▶ Instructions for the task
Below are records; output exactly the lines from the one with "Road topology of the map" through their final line.

══ Data for the task

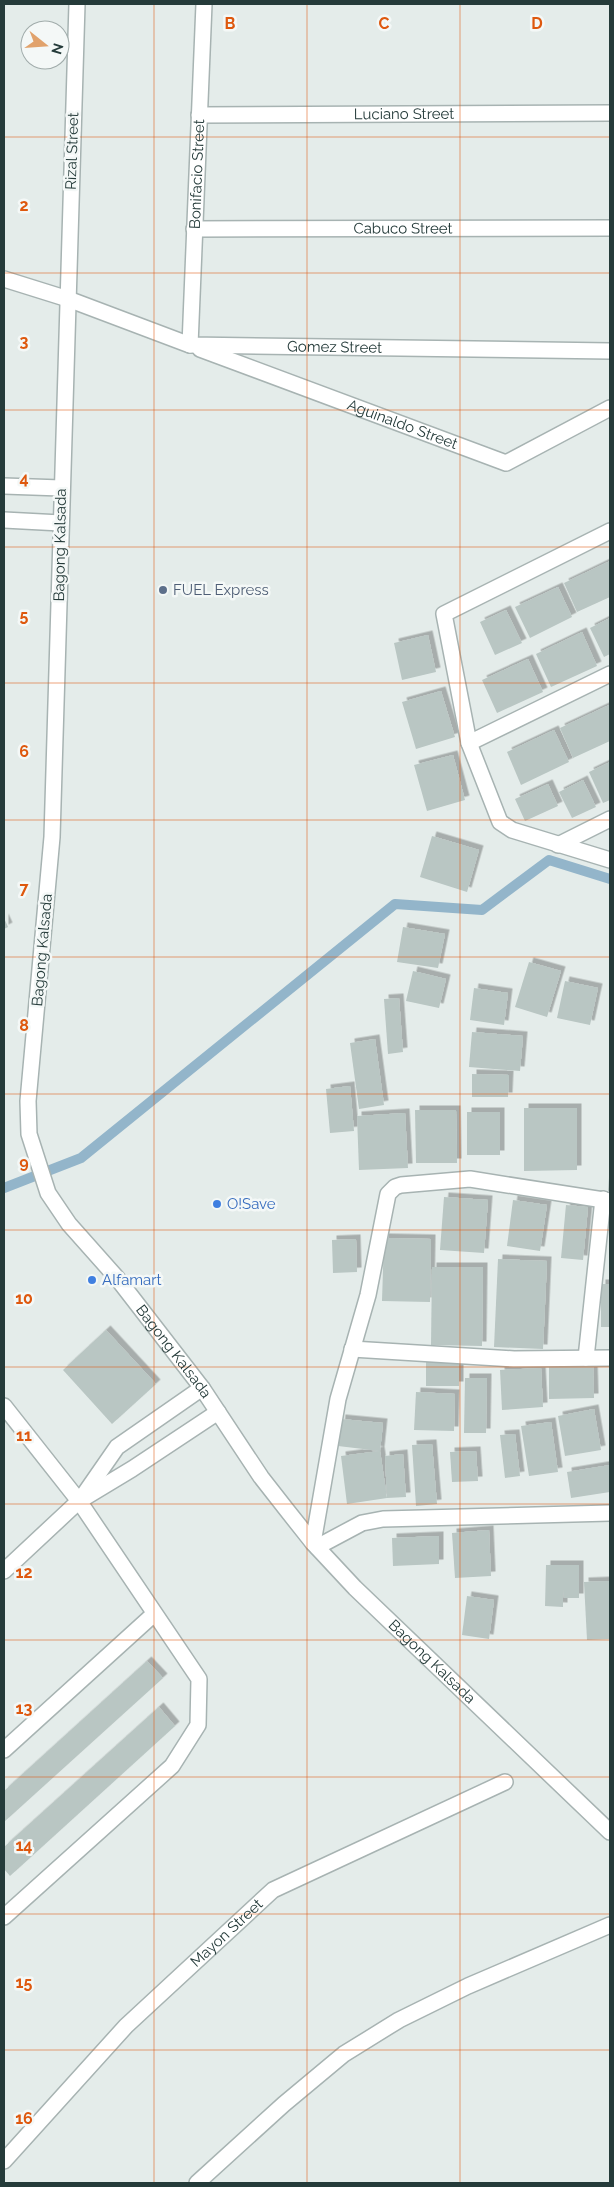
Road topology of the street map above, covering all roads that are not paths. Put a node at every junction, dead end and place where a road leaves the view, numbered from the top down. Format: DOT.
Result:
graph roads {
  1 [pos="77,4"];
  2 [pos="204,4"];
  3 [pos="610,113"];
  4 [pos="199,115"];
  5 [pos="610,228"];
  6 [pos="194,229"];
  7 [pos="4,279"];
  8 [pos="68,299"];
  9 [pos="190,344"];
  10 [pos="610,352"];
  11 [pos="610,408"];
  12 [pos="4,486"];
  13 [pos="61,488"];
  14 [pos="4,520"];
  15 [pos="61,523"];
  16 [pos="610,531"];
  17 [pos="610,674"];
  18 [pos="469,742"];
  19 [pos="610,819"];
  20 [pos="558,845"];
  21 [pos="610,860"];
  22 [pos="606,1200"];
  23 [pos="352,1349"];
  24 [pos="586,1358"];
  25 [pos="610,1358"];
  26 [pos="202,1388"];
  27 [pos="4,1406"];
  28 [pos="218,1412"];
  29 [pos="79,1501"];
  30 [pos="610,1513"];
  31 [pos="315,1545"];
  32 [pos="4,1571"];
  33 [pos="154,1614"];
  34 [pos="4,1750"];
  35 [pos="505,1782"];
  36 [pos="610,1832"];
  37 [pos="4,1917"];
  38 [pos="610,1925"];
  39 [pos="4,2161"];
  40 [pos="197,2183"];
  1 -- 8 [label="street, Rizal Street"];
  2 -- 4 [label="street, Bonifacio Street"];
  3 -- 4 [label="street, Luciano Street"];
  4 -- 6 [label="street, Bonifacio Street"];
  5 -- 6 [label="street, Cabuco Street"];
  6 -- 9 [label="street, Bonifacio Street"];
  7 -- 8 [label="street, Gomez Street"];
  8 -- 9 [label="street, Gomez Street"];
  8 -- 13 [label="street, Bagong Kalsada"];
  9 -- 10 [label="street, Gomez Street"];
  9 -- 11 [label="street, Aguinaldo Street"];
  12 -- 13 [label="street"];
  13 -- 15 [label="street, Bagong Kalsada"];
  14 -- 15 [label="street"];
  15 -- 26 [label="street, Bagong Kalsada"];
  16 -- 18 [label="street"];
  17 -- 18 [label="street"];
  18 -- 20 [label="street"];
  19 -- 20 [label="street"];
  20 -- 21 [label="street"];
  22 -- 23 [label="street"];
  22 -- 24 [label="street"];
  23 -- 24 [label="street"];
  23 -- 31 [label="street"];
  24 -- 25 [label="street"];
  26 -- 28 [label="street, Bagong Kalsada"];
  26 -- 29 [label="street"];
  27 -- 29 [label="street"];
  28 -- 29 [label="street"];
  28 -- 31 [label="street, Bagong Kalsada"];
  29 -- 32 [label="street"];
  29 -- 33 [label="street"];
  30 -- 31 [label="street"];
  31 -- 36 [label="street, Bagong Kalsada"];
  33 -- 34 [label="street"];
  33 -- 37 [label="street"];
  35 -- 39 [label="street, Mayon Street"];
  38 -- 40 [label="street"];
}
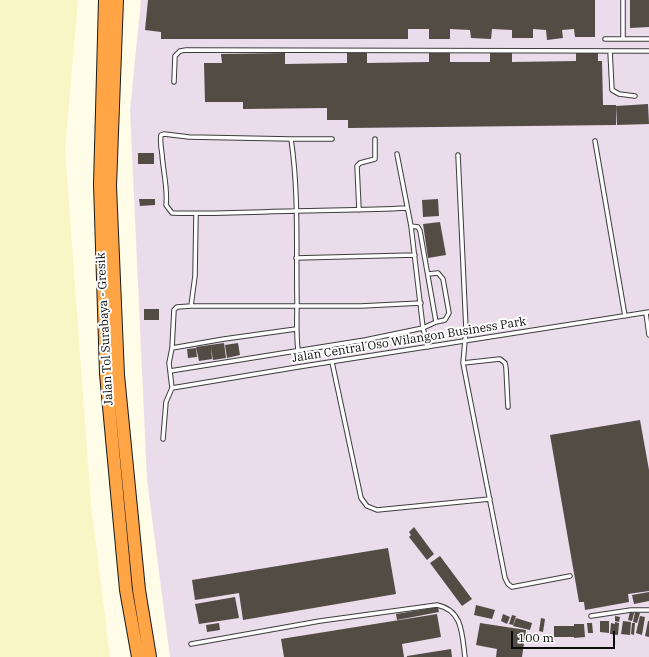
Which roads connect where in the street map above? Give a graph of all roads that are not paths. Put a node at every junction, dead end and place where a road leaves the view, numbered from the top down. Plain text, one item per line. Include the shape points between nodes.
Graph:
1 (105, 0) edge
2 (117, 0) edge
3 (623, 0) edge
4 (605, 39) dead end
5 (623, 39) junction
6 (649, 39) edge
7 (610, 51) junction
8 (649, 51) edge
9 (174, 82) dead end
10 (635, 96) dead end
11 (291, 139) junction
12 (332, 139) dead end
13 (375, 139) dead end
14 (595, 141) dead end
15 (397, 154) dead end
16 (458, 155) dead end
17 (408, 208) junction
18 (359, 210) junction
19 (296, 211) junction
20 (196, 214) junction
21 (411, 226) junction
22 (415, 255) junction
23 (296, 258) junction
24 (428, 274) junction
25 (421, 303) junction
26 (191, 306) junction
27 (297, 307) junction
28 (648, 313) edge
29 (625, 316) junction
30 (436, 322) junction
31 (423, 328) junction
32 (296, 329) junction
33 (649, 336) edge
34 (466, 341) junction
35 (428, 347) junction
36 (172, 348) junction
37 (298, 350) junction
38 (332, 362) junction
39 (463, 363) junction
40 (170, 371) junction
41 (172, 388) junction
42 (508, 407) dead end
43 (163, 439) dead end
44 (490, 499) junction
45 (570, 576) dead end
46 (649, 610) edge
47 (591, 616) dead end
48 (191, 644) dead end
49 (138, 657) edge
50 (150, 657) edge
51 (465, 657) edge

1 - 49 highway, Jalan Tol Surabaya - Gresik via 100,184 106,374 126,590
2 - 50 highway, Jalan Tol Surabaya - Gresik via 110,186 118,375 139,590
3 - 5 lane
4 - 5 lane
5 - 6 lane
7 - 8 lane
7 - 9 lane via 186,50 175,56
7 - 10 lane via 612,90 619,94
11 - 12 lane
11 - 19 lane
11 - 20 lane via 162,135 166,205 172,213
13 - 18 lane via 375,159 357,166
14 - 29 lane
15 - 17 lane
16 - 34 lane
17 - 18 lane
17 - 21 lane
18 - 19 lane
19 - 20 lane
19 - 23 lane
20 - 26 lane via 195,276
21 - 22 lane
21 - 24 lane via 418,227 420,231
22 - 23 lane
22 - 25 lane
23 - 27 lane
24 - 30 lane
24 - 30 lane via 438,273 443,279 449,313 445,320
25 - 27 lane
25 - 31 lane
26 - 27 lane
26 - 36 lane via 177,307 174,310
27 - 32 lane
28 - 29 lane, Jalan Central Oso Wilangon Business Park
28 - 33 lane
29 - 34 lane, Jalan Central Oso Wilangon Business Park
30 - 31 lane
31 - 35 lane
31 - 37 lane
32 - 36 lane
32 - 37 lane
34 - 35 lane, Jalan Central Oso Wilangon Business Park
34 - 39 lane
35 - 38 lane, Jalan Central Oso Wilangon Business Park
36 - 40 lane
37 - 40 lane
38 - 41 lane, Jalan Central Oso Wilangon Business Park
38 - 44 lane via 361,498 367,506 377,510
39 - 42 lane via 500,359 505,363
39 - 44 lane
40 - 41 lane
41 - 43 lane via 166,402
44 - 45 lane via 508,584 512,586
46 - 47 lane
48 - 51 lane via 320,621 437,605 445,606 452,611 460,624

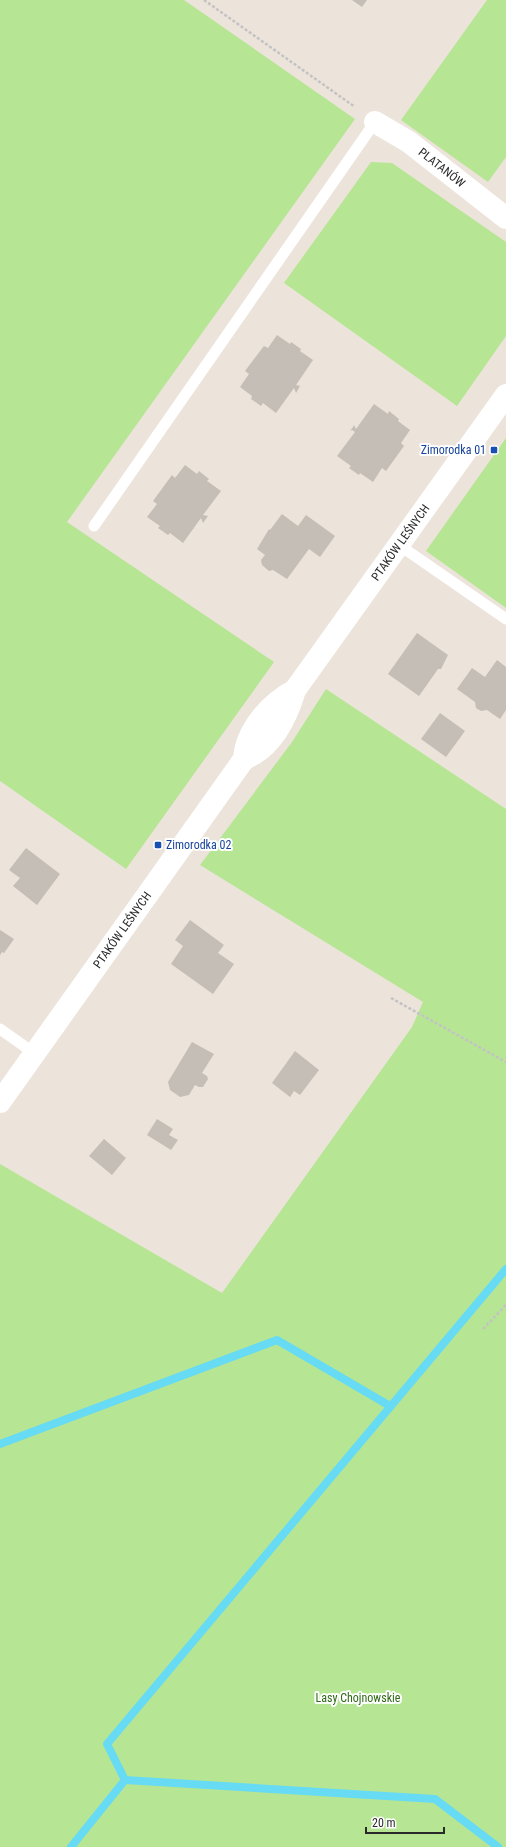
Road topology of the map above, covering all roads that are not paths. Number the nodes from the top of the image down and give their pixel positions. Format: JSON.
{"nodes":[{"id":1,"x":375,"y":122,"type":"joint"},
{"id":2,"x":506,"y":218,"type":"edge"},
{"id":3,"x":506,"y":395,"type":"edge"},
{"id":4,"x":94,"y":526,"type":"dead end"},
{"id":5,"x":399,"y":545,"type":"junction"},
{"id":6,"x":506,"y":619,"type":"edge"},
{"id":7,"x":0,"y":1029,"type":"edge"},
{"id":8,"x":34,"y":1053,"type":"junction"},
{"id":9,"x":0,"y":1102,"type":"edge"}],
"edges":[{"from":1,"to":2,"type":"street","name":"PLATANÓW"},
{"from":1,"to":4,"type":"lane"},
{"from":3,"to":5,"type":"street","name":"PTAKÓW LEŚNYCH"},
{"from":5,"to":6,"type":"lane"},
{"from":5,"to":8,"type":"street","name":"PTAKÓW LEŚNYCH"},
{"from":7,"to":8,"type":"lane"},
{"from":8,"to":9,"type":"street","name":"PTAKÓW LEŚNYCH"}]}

════

▶ Answer box
Road topology of the map above, covering all roads that are not paths. Number the nodes from the top of the image down and give their pixel positions. Format: JSON.
{"nodes":[{"id":1,"x":375,"y":122,"type":"joint"},
{"id":2,"x":506,"y":218,"type":"edge"},
{"id":3,"x":506,"y":395,"type":"edge"},
{"id":4,"x":94,"y":526,"type":"dead end"},
{"id":5,"x":399,"y":545,"type":"junction"},
{"id":6,"x":506,"y":619,"type":"edge"},
{"id":7,"x":0,"y":1029,"type":"edge"},
{"id":8,"x":34,"y":1053,"type":"junction"},
{"id":9,"x":0,"y":1102,"type":"edge"}],
"edges":[{"from":1,"to":2,"type":"street","name":"PLATANÓW"},
{"from":1,"to":4,"type":"lane"},
{"from":3,"to":5,"type":"street","name":"PTAKÓW LEŚNYCH"},
{"from":5,"to":6,"type":"lane"},
{"from":5,"to":8,"type":"street","name":"PTAKÓW LEŚNYCH"},
{"from":7,"to":8,"type":"lane"},
{"from":8,"to":9,"type":"street","name":"PTAKÓW LEŚNYCH"}]}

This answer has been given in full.